I’ve been taking an Old Testament Survey class for the past two weeks. It has been a whirlwind of information but so fun too. I have really enjoyed our professor and his perspectives. The final is tomorrow and while I’ll be glad to put the uber-anal-studious Robyn away, I’ll be sad to end my afternoons of lecture…at least to a degree. The next couple weeks will be spent working on housing alone…so who knows how busy I’ll really be. I need to find something to occupy my mind for sure.

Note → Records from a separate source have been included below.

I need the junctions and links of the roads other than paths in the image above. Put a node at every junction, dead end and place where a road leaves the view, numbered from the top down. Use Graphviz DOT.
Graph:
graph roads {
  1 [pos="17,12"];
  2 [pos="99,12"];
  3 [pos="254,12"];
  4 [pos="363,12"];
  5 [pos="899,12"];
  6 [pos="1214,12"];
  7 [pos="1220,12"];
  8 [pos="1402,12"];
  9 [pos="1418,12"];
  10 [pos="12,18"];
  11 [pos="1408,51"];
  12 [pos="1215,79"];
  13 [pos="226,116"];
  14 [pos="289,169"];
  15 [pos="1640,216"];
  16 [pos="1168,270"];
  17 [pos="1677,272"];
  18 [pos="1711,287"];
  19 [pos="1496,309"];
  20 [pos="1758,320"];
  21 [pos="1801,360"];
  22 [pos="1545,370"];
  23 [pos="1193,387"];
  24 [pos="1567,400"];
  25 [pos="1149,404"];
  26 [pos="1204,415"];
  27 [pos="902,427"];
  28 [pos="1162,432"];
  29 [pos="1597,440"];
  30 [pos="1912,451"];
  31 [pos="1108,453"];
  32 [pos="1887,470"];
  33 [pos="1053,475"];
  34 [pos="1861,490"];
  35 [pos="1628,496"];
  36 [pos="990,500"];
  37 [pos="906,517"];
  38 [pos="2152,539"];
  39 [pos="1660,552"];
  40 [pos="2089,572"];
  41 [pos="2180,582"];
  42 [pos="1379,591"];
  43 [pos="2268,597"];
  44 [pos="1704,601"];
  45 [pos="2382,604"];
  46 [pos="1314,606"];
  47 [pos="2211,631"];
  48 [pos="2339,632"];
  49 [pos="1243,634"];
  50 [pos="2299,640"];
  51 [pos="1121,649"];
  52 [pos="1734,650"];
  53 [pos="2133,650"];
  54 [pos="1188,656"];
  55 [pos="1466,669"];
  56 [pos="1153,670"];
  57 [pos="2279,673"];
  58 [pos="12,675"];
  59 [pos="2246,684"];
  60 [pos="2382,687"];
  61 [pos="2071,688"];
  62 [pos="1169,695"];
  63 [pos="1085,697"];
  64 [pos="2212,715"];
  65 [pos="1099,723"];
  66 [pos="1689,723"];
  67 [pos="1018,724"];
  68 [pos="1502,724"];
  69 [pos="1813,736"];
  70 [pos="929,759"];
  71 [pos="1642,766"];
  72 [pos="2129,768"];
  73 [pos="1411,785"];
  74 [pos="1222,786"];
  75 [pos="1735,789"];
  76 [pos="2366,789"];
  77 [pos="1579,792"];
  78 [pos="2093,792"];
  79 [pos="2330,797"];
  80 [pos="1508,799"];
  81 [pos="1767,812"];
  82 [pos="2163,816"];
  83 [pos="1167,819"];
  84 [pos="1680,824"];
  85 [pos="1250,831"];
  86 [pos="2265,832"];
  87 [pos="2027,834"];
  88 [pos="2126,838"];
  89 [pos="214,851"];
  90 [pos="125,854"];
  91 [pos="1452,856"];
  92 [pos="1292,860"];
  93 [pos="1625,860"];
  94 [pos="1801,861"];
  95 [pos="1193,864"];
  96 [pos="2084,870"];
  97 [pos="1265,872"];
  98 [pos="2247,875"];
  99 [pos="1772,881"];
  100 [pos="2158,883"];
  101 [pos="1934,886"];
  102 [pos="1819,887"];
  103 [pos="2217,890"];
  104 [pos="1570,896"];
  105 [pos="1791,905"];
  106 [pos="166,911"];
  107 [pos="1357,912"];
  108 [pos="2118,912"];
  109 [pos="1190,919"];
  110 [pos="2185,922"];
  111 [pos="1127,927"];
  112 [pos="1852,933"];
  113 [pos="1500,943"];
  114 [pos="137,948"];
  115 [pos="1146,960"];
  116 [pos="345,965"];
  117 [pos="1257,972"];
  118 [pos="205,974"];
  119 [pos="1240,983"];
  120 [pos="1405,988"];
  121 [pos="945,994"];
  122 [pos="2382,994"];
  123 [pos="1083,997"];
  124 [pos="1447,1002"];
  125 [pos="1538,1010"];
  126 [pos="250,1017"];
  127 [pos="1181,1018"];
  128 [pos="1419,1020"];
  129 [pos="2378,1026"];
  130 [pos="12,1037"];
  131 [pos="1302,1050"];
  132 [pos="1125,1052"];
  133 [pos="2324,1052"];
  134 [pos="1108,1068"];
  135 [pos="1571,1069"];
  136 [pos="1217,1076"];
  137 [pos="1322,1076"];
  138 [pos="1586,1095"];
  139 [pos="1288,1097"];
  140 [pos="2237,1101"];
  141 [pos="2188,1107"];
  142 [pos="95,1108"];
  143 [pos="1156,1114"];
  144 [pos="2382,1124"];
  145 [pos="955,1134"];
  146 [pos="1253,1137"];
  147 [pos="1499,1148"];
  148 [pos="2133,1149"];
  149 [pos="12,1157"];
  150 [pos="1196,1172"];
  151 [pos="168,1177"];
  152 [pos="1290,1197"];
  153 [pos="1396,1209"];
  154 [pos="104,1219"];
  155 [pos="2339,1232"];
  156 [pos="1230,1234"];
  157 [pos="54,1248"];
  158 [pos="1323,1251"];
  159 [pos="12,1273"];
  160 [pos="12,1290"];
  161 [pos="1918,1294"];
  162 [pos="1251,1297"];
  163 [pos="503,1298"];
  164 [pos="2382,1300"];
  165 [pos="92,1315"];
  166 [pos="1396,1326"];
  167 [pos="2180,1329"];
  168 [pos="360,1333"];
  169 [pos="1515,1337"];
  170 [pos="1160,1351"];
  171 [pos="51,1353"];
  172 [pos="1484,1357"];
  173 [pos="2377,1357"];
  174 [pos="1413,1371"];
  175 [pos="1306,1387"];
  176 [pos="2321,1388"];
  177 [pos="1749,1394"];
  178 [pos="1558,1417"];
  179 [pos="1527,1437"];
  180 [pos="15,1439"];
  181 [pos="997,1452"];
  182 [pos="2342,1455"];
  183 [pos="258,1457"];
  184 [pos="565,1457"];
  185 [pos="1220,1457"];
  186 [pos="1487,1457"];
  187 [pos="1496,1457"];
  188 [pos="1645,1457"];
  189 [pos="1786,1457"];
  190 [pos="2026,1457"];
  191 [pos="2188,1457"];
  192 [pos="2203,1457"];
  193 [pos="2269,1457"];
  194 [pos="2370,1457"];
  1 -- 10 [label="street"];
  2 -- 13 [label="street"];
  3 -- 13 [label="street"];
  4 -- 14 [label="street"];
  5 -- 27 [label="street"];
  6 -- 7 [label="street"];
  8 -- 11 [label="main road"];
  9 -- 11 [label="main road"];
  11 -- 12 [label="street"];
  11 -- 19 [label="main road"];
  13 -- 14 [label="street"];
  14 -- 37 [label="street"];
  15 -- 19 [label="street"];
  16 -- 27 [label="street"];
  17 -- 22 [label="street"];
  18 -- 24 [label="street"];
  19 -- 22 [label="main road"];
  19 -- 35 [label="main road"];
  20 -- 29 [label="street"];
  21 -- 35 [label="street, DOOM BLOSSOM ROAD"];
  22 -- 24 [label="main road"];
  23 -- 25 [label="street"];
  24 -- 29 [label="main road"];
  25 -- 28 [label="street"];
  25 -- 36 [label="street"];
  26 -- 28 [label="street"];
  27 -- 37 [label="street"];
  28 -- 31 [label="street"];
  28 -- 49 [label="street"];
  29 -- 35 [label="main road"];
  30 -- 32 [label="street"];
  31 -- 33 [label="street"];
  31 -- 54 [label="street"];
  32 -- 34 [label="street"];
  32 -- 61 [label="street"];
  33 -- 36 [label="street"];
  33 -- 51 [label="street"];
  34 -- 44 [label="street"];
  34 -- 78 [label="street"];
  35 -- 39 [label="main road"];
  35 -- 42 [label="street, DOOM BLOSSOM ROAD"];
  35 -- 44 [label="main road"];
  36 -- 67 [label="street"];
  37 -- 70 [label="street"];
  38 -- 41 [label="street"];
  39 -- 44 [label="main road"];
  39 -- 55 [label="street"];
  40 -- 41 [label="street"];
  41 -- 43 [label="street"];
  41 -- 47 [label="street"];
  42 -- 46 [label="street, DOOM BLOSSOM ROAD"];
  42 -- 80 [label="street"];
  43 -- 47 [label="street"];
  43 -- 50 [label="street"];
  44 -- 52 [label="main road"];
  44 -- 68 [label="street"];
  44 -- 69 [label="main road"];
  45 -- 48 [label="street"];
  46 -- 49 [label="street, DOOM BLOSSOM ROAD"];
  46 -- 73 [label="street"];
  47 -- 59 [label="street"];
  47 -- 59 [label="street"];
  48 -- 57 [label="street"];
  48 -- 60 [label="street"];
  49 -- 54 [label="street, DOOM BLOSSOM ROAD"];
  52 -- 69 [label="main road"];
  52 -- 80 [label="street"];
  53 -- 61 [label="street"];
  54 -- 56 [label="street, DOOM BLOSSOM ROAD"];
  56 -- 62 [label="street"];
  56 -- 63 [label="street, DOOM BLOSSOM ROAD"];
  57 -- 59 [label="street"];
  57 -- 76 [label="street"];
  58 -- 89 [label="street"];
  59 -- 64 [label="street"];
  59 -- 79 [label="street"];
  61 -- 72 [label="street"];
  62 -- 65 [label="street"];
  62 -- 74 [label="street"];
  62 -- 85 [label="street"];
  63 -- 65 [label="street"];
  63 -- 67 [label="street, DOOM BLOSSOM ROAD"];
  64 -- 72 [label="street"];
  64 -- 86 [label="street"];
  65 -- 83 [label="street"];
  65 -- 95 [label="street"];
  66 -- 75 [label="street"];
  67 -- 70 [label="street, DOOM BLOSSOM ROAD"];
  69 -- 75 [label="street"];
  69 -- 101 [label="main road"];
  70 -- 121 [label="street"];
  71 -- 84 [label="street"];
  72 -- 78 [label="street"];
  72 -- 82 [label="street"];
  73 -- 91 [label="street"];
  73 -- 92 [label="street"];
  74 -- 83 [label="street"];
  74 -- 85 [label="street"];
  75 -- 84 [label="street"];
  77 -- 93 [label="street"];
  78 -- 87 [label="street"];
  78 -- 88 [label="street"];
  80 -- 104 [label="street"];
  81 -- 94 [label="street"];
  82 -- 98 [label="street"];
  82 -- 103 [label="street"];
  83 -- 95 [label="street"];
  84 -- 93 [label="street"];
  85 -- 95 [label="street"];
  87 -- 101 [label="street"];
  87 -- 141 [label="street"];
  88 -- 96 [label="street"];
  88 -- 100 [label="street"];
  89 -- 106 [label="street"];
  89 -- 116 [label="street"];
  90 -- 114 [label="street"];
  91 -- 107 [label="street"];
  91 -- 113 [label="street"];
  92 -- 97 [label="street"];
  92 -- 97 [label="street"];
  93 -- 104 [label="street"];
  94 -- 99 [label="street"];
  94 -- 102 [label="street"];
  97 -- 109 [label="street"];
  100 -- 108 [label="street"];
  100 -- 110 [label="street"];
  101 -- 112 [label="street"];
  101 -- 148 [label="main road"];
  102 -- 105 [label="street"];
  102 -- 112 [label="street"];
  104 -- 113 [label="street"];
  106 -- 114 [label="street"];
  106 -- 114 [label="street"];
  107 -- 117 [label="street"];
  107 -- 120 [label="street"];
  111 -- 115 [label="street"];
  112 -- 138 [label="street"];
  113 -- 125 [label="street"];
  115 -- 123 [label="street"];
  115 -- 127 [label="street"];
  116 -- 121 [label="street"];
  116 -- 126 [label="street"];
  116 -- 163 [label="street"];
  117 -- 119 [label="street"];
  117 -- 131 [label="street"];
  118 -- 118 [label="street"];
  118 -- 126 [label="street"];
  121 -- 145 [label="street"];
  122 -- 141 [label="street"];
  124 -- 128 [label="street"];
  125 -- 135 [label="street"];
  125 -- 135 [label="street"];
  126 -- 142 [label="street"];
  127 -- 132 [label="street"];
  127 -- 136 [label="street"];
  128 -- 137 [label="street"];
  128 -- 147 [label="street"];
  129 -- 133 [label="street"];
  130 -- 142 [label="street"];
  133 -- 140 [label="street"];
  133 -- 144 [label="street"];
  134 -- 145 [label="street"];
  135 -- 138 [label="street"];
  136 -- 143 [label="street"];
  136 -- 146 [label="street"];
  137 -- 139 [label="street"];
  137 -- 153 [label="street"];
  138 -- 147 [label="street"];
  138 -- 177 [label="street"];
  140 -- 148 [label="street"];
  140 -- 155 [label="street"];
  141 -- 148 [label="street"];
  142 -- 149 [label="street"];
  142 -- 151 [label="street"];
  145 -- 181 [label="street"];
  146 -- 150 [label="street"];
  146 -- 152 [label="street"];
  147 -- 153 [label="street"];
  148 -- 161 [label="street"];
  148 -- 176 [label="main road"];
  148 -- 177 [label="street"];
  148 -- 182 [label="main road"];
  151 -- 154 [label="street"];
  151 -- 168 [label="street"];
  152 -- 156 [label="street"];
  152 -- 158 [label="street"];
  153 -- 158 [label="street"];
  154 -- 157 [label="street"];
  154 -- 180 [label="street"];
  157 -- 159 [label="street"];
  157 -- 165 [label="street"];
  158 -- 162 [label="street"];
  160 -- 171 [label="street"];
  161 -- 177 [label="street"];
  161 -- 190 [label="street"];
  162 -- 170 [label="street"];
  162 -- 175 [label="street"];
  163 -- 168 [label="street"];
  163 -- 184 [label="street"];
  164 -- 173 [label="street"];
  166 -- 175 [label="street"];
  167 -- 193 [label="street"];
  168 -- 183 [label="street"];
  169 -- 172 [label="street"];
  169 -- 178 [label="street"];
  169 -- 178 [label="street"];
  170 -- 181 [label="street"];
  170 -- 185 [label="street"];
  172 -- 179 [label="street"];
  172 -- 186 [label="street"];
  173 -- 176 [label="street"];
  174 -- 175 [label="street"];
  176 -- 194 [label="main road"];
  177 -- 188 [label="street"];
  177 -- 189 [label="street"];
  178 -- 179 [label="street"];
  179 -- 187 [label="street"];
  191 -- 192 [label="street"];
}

The Lord is working…and I am grateful. A girl on my floor asked me the other night “what are you praying for this summer?”. I was so taken back by that question. I was shocked because my gut reaction was to spurt off “a date, duh??!!” Gratefully, I caught myself before I said that out loud and just said “let me get back with you.” As I took this disturbing encounter before the Lord I was really disgusted with my heart’s condition. I just found in me a heart so focused on men that I didn’t care about others, ministry, or any other possible relationship this summer. I was sad also that I found a spirit of entitlement in me which, ironically, is one of my biggest pet peeves in others. I have had several times with Jesus lately where I have just had to confess my frustration and spirit of entitlement. While being married is obviously a huge desire in me (and so many)…I don’t ever want it to supersede my desire for the Lord. I want my heart to be focused on Him, trusting in Him…and leaving my anxious desires at His feet and living in a way that I can rest and trust daily. As simple as this may sound…I’m re-learning my purpose on this planet is not to be married someday. It’s kind of ironic to me because as I’ve reflected on this I realize that I go through this “object lesson” every summer in some shape, form, or fashion. Obviously, I’m a slow learner. Obviously, Jesus’ grace and mercy are abundant in my life.